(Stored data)
_____

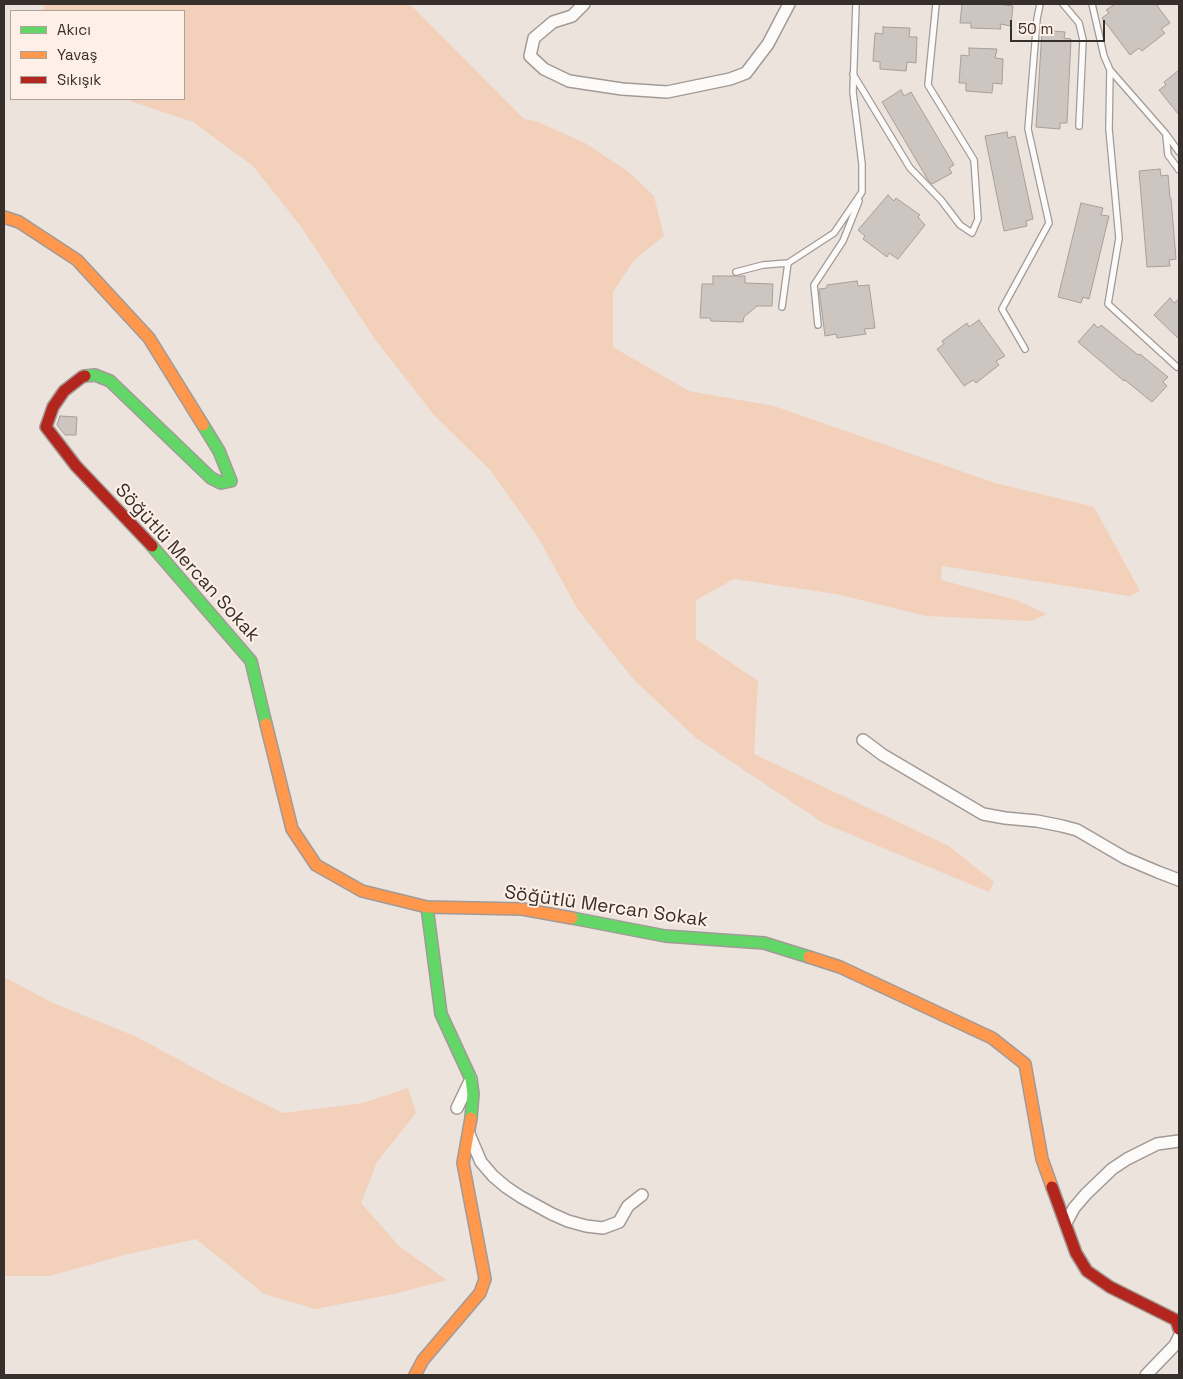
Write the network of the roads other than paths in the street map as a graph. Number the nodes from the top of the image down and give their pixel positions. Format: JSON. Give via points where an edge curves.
{"nodes":[{"id":1,"x":584,"y":4,"type":"edge"},
{"id":2,"x":789,"y":4,"type":"edge"},
{"id":3,"x":856,"y":4,"type":"edge"},
{"id":4,"x":936,"y":4,"type":"edge"},
{"id":5,"x":1040,"y":4,"type":"edge"},
{"id":6,"x":1062,"y":4,"type":"edge"},
{"id":7,"x":1092,"y":4,"type":"edge"},
{"id":8,"x":1110,"y":70,"type":"junction"},
{"id":9,"x":853,"y":74,"type":"junction"},
{"id":10,"x":1079,"y":126,"type":"dead end"},
{"id":11,"x":1166,"y":134,"type":"junction"},
{"id":12,"x":1179,"y":152,"type":"edge"},
{"id":13,"x":1179,"y":170,"type":"edge"},
{"id":14,"x":862,"y":192,"type":"junction"},
{"id":15,"x":4,"y":217,"type":"edge"},
{"id":16,"x":788,"y":263,"type":"junction"},
{"id":17,"x":736,"y":272,"type":"dead end"},
{"id":18,"x":782,"y":307,"type":"dead end"},
{"id":19,"x":818,"y":325,"type":"dead end"},
{"id":20,"x":1025,"y":349,"type":"dead end"},
{"id":21,"x":1177,"y":367,"type":"dead end"},
{"id":22,"x":863,"y":740,"type":"dead end"},
{"id":23,"x":1179,"y":880,"type":"edge"},
{"id":24,"x":427,"y":908,"type":"junction"},
{"id":25,"x":471,"y":1079,"type":"junction"},
{"id":26,"x":457,"y":1108,"type":"dead end"},
{"id":27,"x":469,"y":1132,"type":"junction"},
{"id":28,"x":1179,"y":1141,"type":"edge"},
{"id":29,"x":642,"y":1195,"type":"dead end"},
{"id":30,"x":1066,"y":1223,"type":"junction"},
{"id":31,"x":1179,"y":1329,"type":"edge"},
{"id":32,"x":1179,"y":1337,"type":"edge"},
{"id":33,"x":415,"y":1375,"type":"edge"},
{"id":34,"x":1146,"y":1375,"type":"edge"}],
"edges":[{"from":1,"to":2,"type":"street","via":[[572,16],[553,22],[534,38],[530,56],[544,69],[569,81],[667,92],[746,73],[768,44]]},
{"from":3,"to":9,"type":"lane"},
{"from":4,"to":9,"type":"lane","via":[[928,84],[974,160],[978,219],[972,232],[960,225],[910,168]]},
{"from":5,"to":20,"type":"lane","via":[[1028,129],[1049,223],[1002,309]]},
{"from":6,"to":10,"type":"lane","via":[[1079,23],[1083,40]]},
{"from":7,"to":8,"type":"lane"},
{"from":8,"to":11,"type":"lane"},
{"from":8,"to":21,"type":"lane","via":[[1109,129],[1119,238],[1108,304]]},
{"from":9,"to":14,"type":"lane"},
{"from":11,"to":12,"type":"lane"},
{"from":11,"to":13,"type":"lane","via":[[1168,155]]},
{"from":14,"to":16,"type":"lane","via":[[834,233]]},
{"from":14,"to":19,"type":"lane","via":[[844,241],[814,285]]},
{"from":15,"to":24,"type":"street","name":"Söğütlü Mercan Sokak","via":[[19,222],[77,260],[149,338],[219,451],[231,481],[221,483],[211,478],[110,381],[95,375],[82,377],[64,391],[53,407],[46,427],[76,466],[160,555],[252,662],[292,829],[316,865],[362,891]]},
{"from":16,"to":17,"type":"lane"},
{"from":16,"to":18,"type":"lane"},
{"from":22,"to":23,"type":"street","via":[[883,756],[983,814],[1077,830],[1125,858]]},
{"from":24,"to":25,"type":"street","via":[[441,1014]]},
{"from":24,"to":30,"type":"street","name":"Söğütlü Mercan Sokak","via":[[522,909],[665,936],[764,943],[840,967],[992,1038],[1025,1064],[1042,1159]]},
{"from":25,"to":26,"type":"street"},
{"from":25,"to":27,"type":"street","via":[[473,1094]]},
{"from":27,"to":29,"type":"street","via":[[481,1162],[493,1176],[521,1197],[568,1221],[603,1228],[619,1222],[628,1206]]},
{"from":27,"to":33,"type":"street","via":[[463,1163],[485,1279],[480,1293],[423,1360]]},
{"from":28,"to":30,"type":"street","via":[[1158,1144],[1112,1169],[1074,1208]]},
{"from":30,"to":31,"type":"street","name":"Söğütlü Mercan Sokak","via":[[1076,1253],[1087,1271],[1110,1287],[1176,1320]]},
{"from":32,"to":34,"type":"street"}]}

_____

Look through the entries above. Extract each line with the word "nodes".

## The answer:
Write the network of the roads other than paths in the street map as a graph. Number the nodes from the top of the image down and give their pixel positions. Format: JSON. Give via points where an edge curves.
{"nodes":[{"id":1,"x":584,"y":4,"type":"edge"},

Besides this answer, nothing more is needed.